Keystone Press, one of the original and most respected of the numerous ‘Fleet Street’ press agencies, rose to prominence soon after the First World War and soon became one of leading press agencies of the era. The founding father of Keystone was Bert Garai, a diminutive but tough Hungarian who escaped Europe for America in 1914 and quickly carved a journalistic career for himself translating captions for the stories sent in by war correspondents. His nose for a good picture story and contacts in Europe (he was one of 13 children and his eldest brother Ferenc Garai, a respected news reporter) helped increase the flow and sale of pictures from the war zones. Garai was made manager when his employers, Press Illustrating Company, merged with Keystone View Company, based in Pennsylvania (known as the Keystone State, hence the Keystone name).
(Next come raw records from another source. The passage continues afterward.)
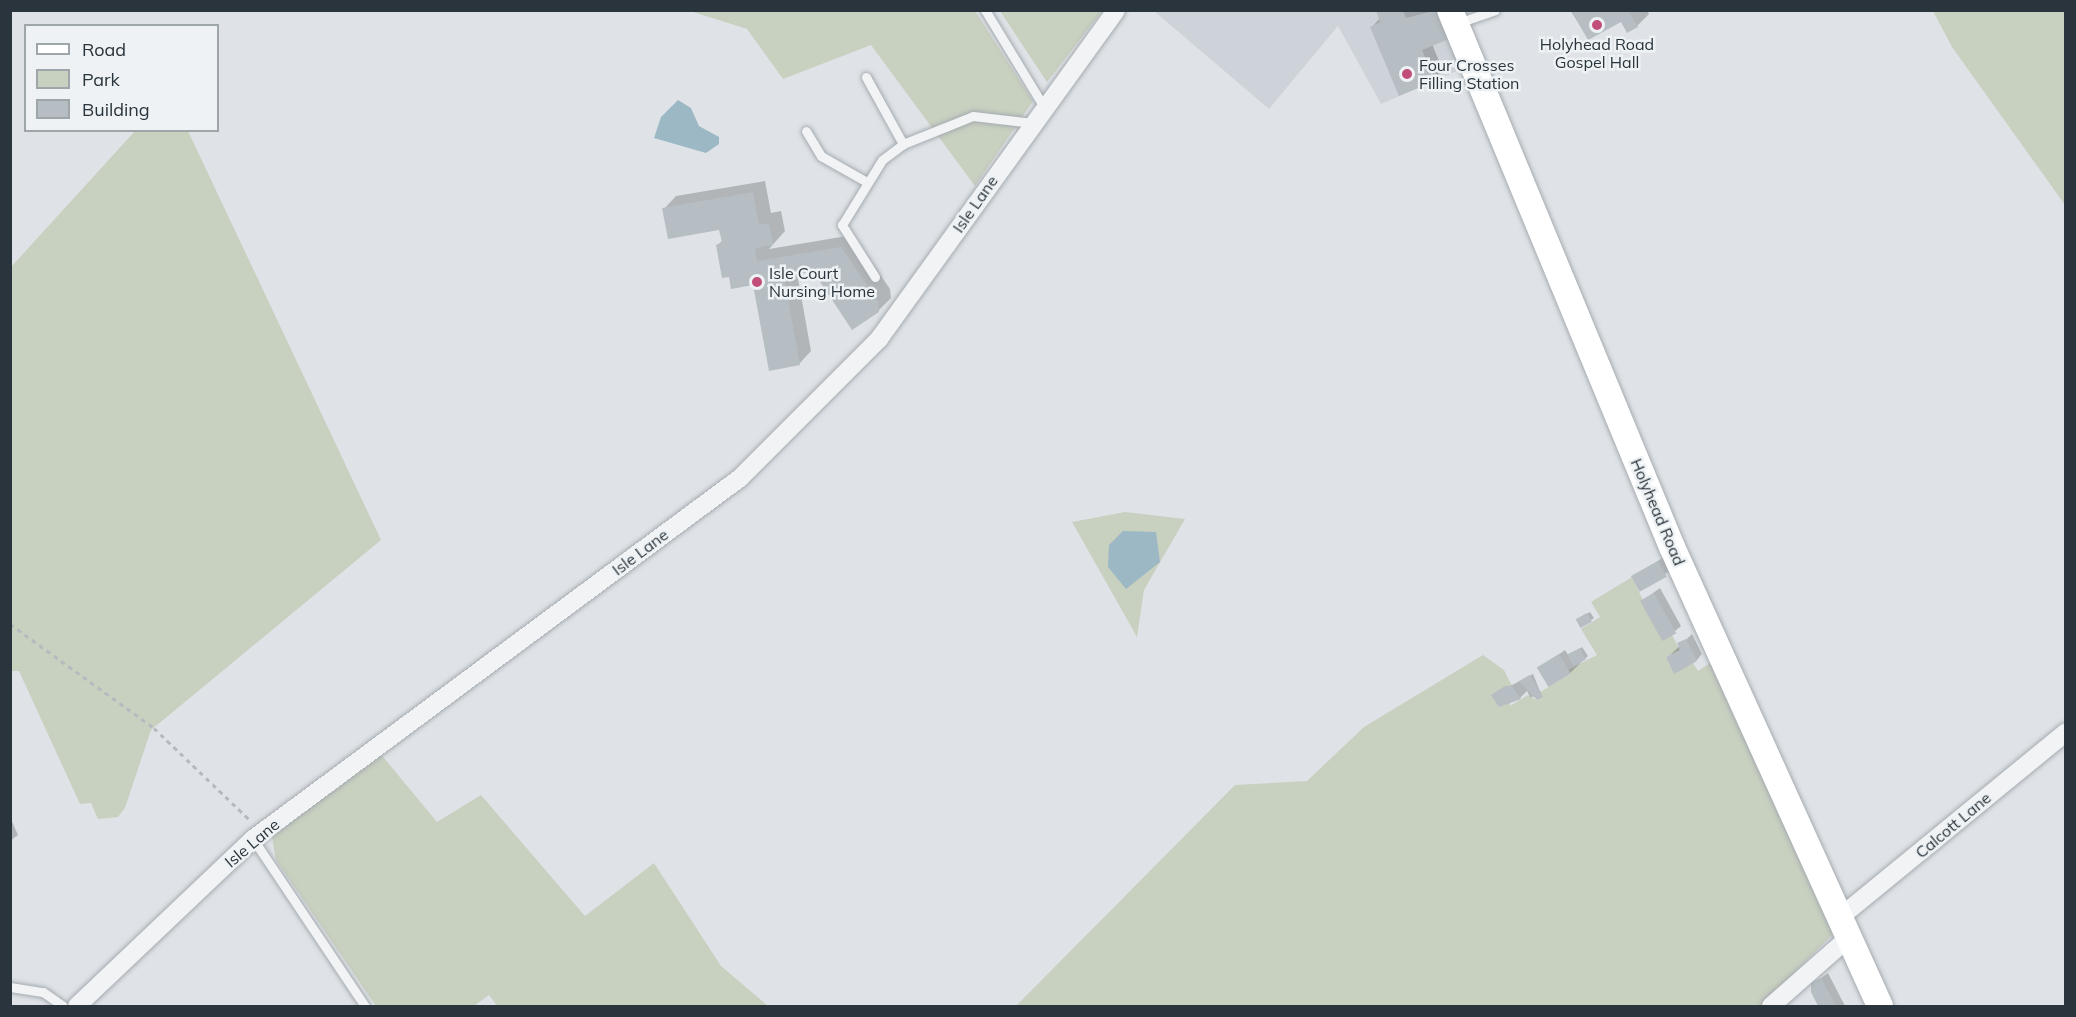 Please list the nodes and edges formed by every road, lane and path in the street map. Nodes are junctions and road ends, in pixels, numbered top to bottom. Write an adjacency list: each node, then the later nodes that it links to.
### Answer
1 (985, 10): 6 (lane)
2 (1116, 10): 6 (street, Isle Lane)
3 (1496, 10): 4 (lane)
4 (1453, 17): 15 (main road, Holyhead Road)
5 (866, 77): 9 (lane)
6 (1044, 107): 7 (street, Isle Lane)
7 (1032, 123): 9 (lane); 14 (street, Isle Lane)
8 (806, 131): 10 (lane)
9 (903, 144): 10 (lane)
10 (865, 181): 11 (lane)
11 (875, 277)
12 (10, 624): 14 (path)
13 (2066, 732): 15 (street, Calcott Lane)
14 (253, 839): 18 (street, Isle Lane); 19 (lane)
15 (1844, 928): 20 (street, Calcott Lane); 21 (main road, Holyhead Road)
16 (10, 987): 17 (lane)
17 (63, 1006)
18 (77, 1006)
19 (365, 1006)
20 (1772, 1006)
21 (1880, 1006)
Returning to the UK in 1920 Garai was by now an expert in his field. New magazines were crying out for picture stories and while Garai claimed never to have taken a photograph himself he employed many gifted photographers to supply the ‘News’, ‘Features’ and ‘Exclusives’ of the day. Chris Ware, the first photographer to be employed by Keystone, was responsible for many first rate feature sets and historic pictures and travelled widely with Garai to ‘get the story’.
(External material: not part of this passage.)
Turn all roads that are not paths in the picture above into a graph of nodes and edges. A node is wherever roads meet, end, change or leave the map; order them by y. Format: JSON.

Another Keystone photographer Ron Case, who captured the world famous ‘Three Queens’ picture, (a version of which is shown above), showing Queen Mary, Princess Elizabeth (now Queen Elizabeth II) and Queen Elizabeth (the Queen Mother) in mourning following the death of George VI.
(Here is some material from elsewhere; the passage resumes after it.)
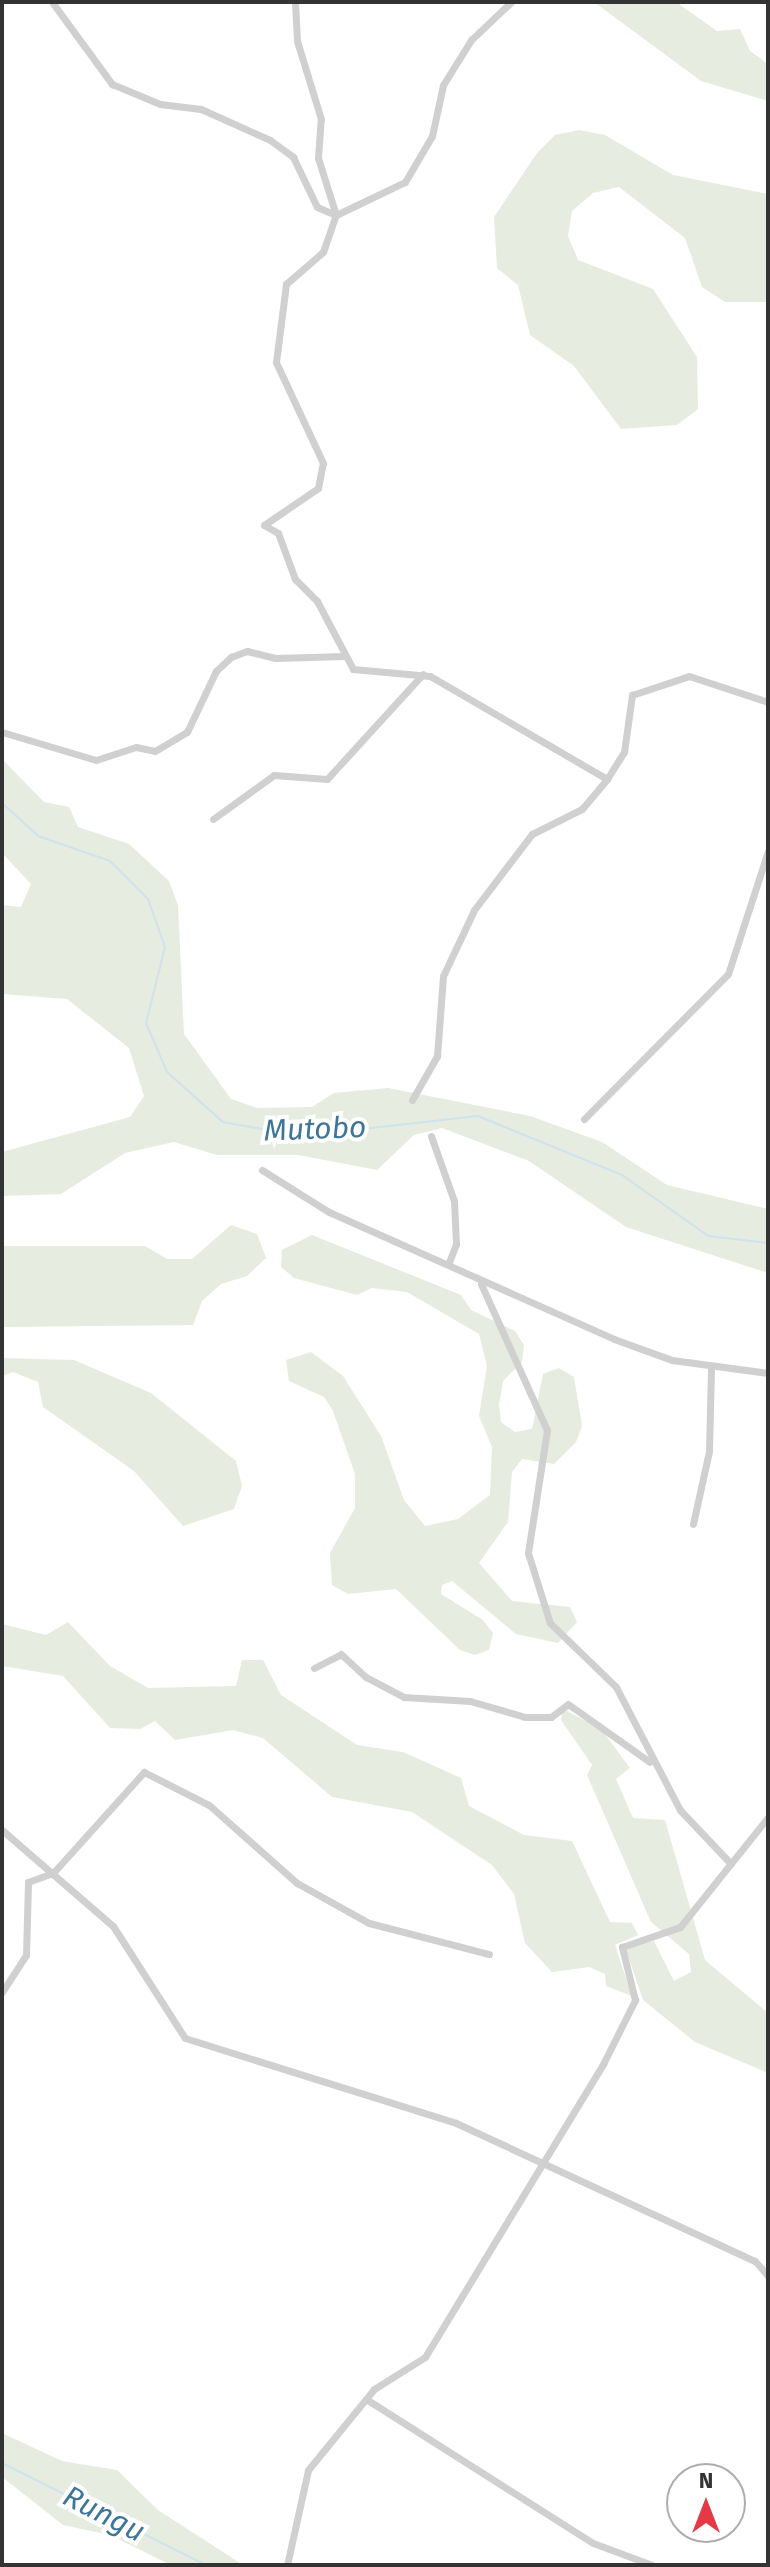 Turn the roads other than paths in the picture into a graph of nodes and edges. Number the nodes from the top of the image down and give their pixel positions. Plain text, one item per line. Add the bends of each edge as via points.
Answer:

Amongst many other famous and respected Keystone photographers is Fred Ramage, who started taking pictures in 1917 at the age of 16, and whom Garai made manager of the Keystone View Company. Ramage was known for his initiative in taking pictures and once amazed his rivals by getting a picture of a Derby winner in the papers within 30 minutes of the race. He had many overseas assignments and covered Mussolini during his rise to power in Rome. Ramage was assigned to the American Army during Second World War and was in the front line with them throughout their campaign in France. Keystone Press (together with Keystone Featuers) were eventually acquired by PhotoSource in the mid-1980s and closed their doors for the last time in 1987 after nearly 70 years in existence. Photo Source were, in turn, acquired by The Hulton-Deutsch Collection, now a part of Getty Images and some 12 million negatives, prints and transparencies are still accessible at what is known as the Hulton Archive, an archive of some 80 million images in all based in West London.